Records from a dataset
===============

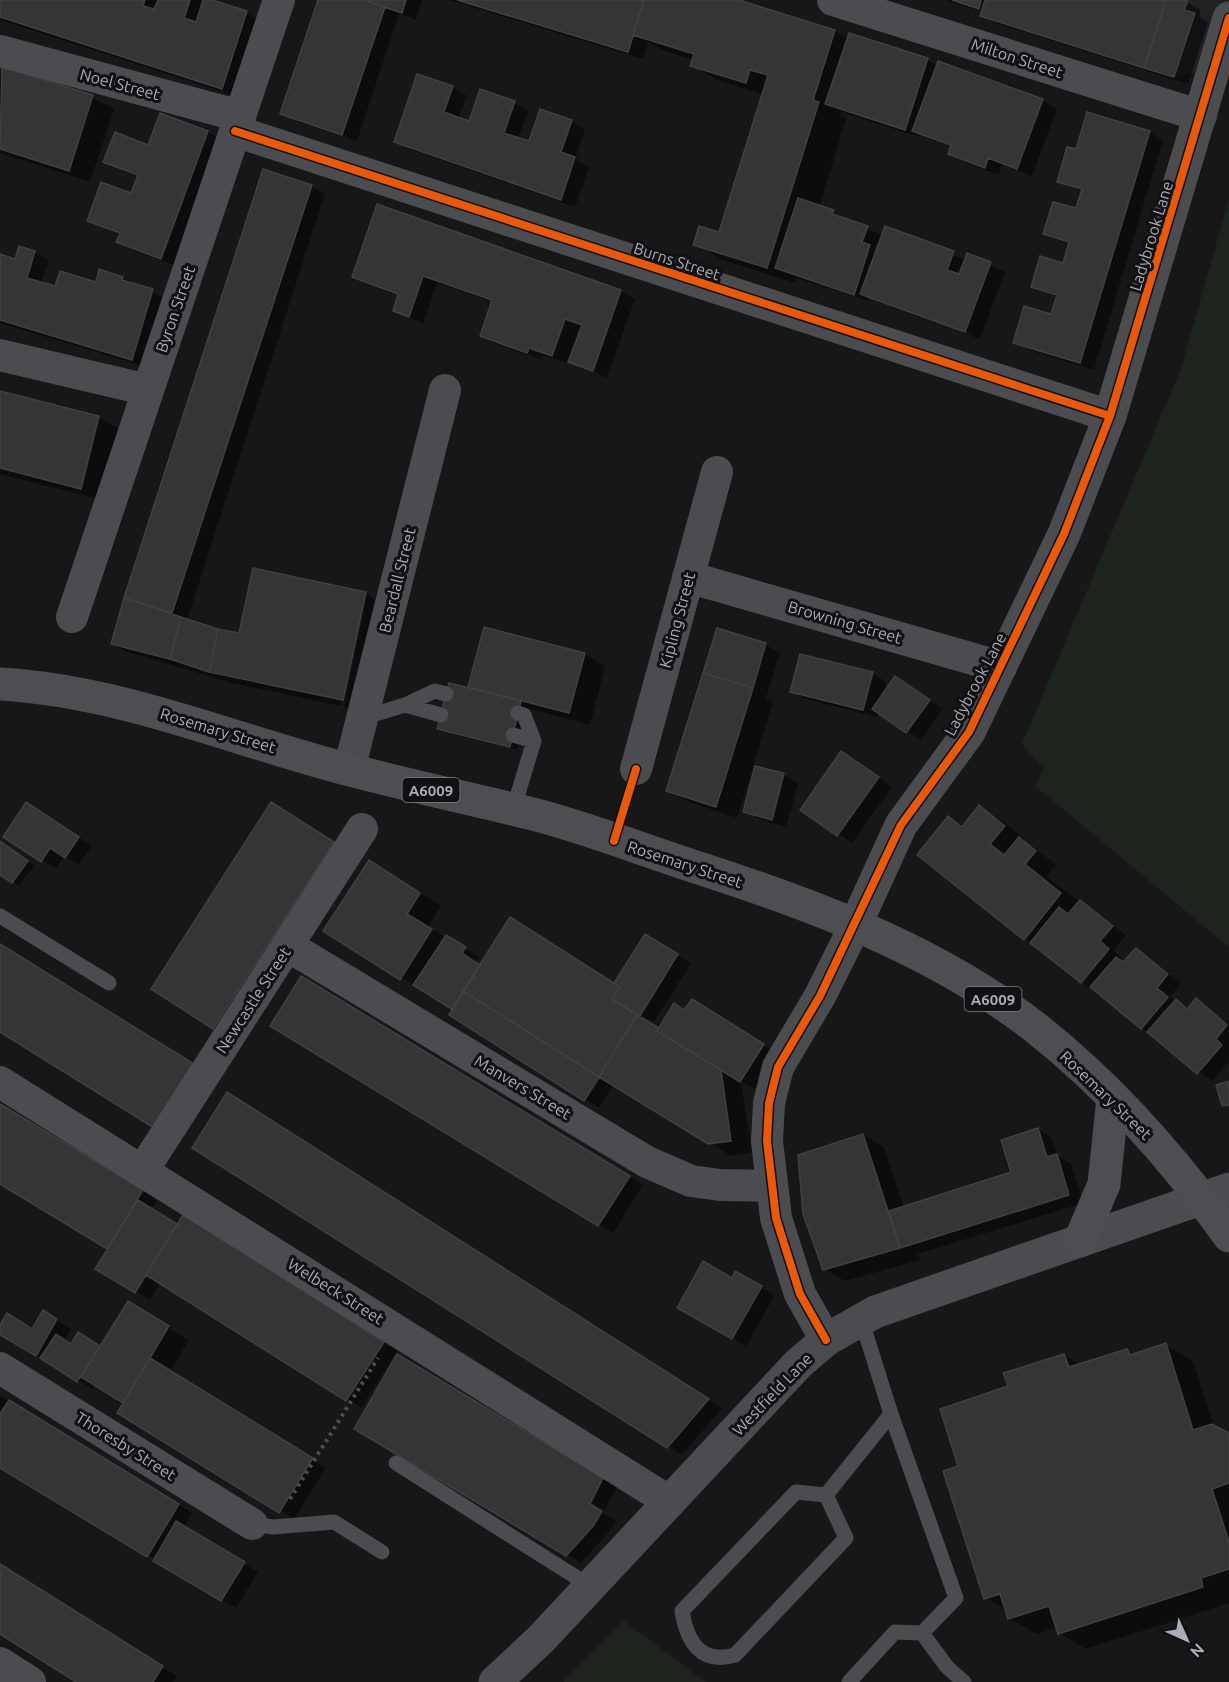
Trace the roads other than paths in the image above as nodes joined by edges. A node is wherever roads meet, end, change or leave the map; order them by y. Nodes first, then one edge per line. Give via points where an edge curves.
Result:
1 (279, 0) edge
2 (833, 0) edge
3 (1229, 18) edge
4 (0, 51) edge
5 (1224, 55) edge
6 (1201, 116) junction
7 (237, 124) junction
8 (0, 355) edge
9 (148, 390) junction
10 (445, 390) dead end
11 (1110, 416) junction
12 (717, 472) dead end
13 (688, 577) junction
14 (72, 617) dead end
15 (1001, 667) junction
16 (0, 684) edge
17 (446, 694) dead end
18 (405, 705) junction
19 (518, 713) dead end
20 (441, 715) dead end
21 (362, 718) junction
22 (513, 735) dead end
23 (534, 741) junction
24 (636, 769) dead end
25 (349, 770) junction
26 (513, 810) junction
27 (362, 829) dead end
28 (0, 916) edge
29 (855, 926) junction
30 (288, 946) junction
31 (109, 983) dead end
32 (0, 1082) edge
33 (1113, 1098) junction
34 (144, 1170) junction
35 (772, 1186) junction
36 (1215, 1193) edge
37 (1229, 1236) edge
38 (1080, 1241) junction
39 (861, 1319) junction
40 (826, 1340) junction
41 (0, 1368) edge
42 (891, 1414) junction
43 (396, 1463) dead end
44 (826, 1495) junction
45 (670, 1502) junction
46 (263, 1526) joint
47 (382, 1552) dead end
48 (590, 1586) junction
49 (922, 1633) junction
50 (0, 1663) edge
51 (30, 1682) edge
52 (495, 1682) edge
53 (849, 1682) edge
54 (964, 1682) edge

1 - 7 street, Byron Street
2 - 6 street, Milton Street
3 - 5 street, Ladybrook Lane
4 - 7 street, Noel Street
5 - 6 street, Ladybrook Lane
6 - 11 street, Ladybrook Lane
7 - 9 street, Byron Street
7 - 11 street, Burns Street
8 - 9 street
9 - 14 street, Byron Street
10 - 21 street, Beardall Street
11 - 15 street, Ladybrook Lane via 1064,534
12 - 13 street, Kipling Street
13 - 15 street, Browning Street
13 - 24 street, Kipling Street
15 - 29 street, Ladybrook Lane via 969,732 901,825
16 - 25 highway, Rosemary Street / A6009 via 48,687 167,714
17 - 18 lane via 435,691
18 - 20 lane
18 - 21 lane
19 - 23 lane via 525,715
21 - 25 street, Beardall Street
22 - 23 lane
23 - 26 lane
25 - 26 highway, Rosemary Street / A6009
26 - 29 highway, Rosemary Street / A6009 via 782,895
27 - 30 street, Newcastle Street
28 - 31 lane
29 - 33 highway, Rosemary Street / A6009 via 922,955 1036,1028
29 - 35 street, Ladybrook Lane via 778,1067 767,1141
30 - 34 street, Newcastle Street
30 - 35 street, Manvers Street via 647,1162 690,1180
32 - 34 street, Welbeck Street
33 - 36 highway, Rosemary Street / A6009
33 - 38 highway via 1104,1184
34 - 45 street, Welbeck Street
35 - 40 street, Ladybrook Lane via 776,1218 800,1294
36 - 37 highway, Rosemary Street / A6009
36 - 38 street, Westfield Lane
38 - 39 street, Westfield Lane
39 - 40 street, Westfield Lane
39 - 42 lane
40 - 45 street, Westfield Lane via 798,1364
41 - 46 street, Thoresby Street
42 - 44 lane
42 - 49 lane via 956,1598
43 - 48 lane
44 - 44 lane via 846,1538 735,1655 711,1658 700,1651 691,1642 682,1611 796,1492
45 - 48 street, Westfield Lane
46 - 47 lane via 334,1522
48 - 52 street, Westfield Lane
49 - 53 lane via 895,1632
49 - 54 lane via 947,1667
50 - 51 street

===============

_Directions for this task_:
Reproduce all of the entries above word for word, but leave out their pictures.

_Response to this exercise_:
Trace the roads other than paths in the image above as nodes joined by edges. A node is wherever roads meet, end, change or leave the map; order them by y. Nodes first, then one edge per line. Give via points where an edge curves.
Result:
1 (279, 0) edge
2 (833, 0) edge
3 (1229, 18) edge
4 (0, 51) edge
5 (1224, 55) edge
6 (1201, 116) junction
7 (237, 124) junction
8 (0, 355) edge
9 (148, 390) junction
10 (445, 390) dead end
11 (1110, 416) junction
12 (717, 472) dead end
13 (688, 577) junction
14 (72, 617) dead end
15 (1001, 667) junction
16 (0, 684) edge
17 (446, 694) dead end
18 (405, 705) junction
19 (518, 713) dead end
20 (441, 715) dead end
21 (362, 718) junction
22 (513, 735) dead end
23 (534, 741) junction
24 (636, 769) dead end
25 (349, 770) junction
26 (513, 810) junction
27 (362, 829) dead end
28 (0, 916) edge
29 (855, 926) junction
30 (288, 946) junction
31 (109, 983) dead end
32 (0, 1082) edge
33 (1113, 1098) junction
34 (144, 1170) junction
35 (772, 1186) junction
36 (1215, 1193) edge
37 (1229, 1236) edge
38 (1080, 1241) junction
39 (861, 1319) junction
40 (826, 1340) junction
41 (0, 1368) edge
42 (891, 1414) junction
43 (396, 1463) dead end
44 (826, 1495) junction
45 (670, 1502) junction
46 (263, 1526) joint
47 (382, 1552) dead end
48 (590, 1586) junction
49 (922, 1633) junction
50 (0, 1663) edge
51 (30, 1682) edge
52 (495, 1682) edge
53 (849, 1682) edge
54 (964, 1682) edge

1 - 7 street, Byron Street
2 - 6 street, Milton Street
3 - 5 street, Ladybrook Lane
4 - 7 street, Noel Street
5 - 6 street, Ladybrook Lane
6 - 11 street, Ladybrook Lane
7 - 9 street, Byron Street
7 - 11 street, Burns Street
8 - 9 street
9 - 14 street, Byron Street
10 - 21 street, Beardall Street
11 - 15 street, Ladybrook Lane via 1064,534
12 - 13 street, Kipling Street
13 - 15 street, Browning Street
13 - 24 street, Kipling Street
15 - 29 street, Ladybrook Lane via 969,732 901,825
16 - 25 highway, Rosemary Street / A6009 via 48,687 167,714
17 - 18 lane via 435,691
18 - 20 lane
18 - 21 lane
19 - 23 lane via 525,715
21 - 25 street, Beardall Street
22 - 23 lane
23 - 26 lane
25 - 26 highway, Rosemary Street / A6009
26 - 29 highway, Rosemary Street / A6009 via 782,895
27 - 30 street, Newcastle Street
28 - 31 lane
29 - 33 highway, Rosemary Street / A6009 via 922,955 1036,1028
29 - 35 street, Ladybrook Lane via 778,1067 767,1141
30 - 34 street, Newcastle Street
30 - 35 street, Manvers Street via 647,1162 690,1180
32 - 34 street, Welbeck Street
33 - 36 highway, Rosemary Street / A6009
33 - 38 highway via 1104,1184
34 - 45 street, Welbeck Street
35 - 40 street, Ladybrook Lane via 776,1218 800,1294
36 - 37 highway, Rosemary Street / A6009
36 - 38 street, Westfield Lane
38 - 39 street, Westfield Lane
39 - 40 street, Westfield Lane
39 - 42 lane
40 - 45 street, Westfield Lane via 798,1364
41 - 46 street, Thoresby Street
42 - 44 lane
42 - 49 lane via 956,1598
43 - 48 lane
44 - 44 lane via 846,1538 735,1655 711,1658 700,1651 691,1642 682,1611 796,1492
45 - 48 street, Westfield Lane
46 - 47 lane via 334,1522
48 - 52 street, Westfield Lane
49 - 53 lane via 895,1632
49 - 54 lane via 947,1667
50 - 51 street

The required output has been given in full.